Every line of the entries below that mentions "Perry" is to be copied out.

─── The input ───

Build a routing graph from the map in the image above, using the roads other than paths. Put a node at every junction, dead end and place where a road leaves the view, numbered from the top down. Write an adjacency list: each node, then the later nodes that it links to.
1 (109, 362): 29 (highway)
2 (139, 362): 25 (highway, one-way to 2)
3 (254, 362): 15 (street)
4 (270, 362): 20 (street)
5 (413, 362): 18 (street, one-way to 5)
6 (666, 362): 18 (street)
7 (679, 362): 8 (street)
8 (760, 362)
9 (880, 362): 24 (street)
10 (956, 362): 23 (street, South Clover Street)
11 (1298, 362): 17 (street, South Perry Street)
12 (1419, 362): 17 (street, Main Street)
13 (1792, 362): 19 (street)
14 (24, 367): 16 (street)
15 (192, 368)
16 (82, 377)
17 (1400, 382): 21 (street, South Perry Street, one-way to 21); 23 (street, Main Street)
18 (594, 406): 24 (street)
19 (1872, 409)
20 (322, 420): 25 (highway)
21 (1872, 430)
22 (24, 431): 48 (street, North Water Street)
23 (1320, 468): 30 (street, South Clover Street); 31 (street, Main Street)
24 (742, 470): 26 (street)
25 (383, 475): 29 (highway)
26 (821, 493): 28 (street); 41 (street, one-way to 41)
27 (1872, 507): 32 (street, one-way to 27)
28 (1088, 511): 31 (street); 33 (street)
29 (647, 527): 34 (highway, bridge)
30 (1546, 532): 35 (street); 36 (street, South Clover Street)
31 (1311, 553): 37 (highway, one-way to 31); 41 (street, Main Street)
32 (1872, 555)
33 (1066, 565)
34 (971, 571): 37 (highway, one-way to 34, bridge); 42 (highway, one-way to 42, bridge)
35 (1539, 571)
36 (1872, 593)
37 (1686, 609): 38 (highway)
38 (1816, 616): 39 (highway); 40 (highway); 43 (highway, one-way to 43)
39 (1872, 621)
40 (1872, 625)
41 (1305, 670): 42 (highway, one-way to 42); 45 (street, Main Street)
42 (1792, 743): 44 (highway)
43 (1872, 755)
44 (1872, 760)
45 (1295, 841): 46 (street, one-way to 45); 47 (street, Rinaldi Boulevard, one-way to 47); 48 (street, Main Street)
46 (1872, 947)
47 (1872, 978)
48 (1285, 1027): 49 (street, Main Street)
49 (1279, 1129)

───

* [Exercise output]:
11 (1298, 362): 17 (street, South Perry Street)
17 (1400, 382): 21 (street, South Perry Street, one-way to 21); 23 (street, Main Street)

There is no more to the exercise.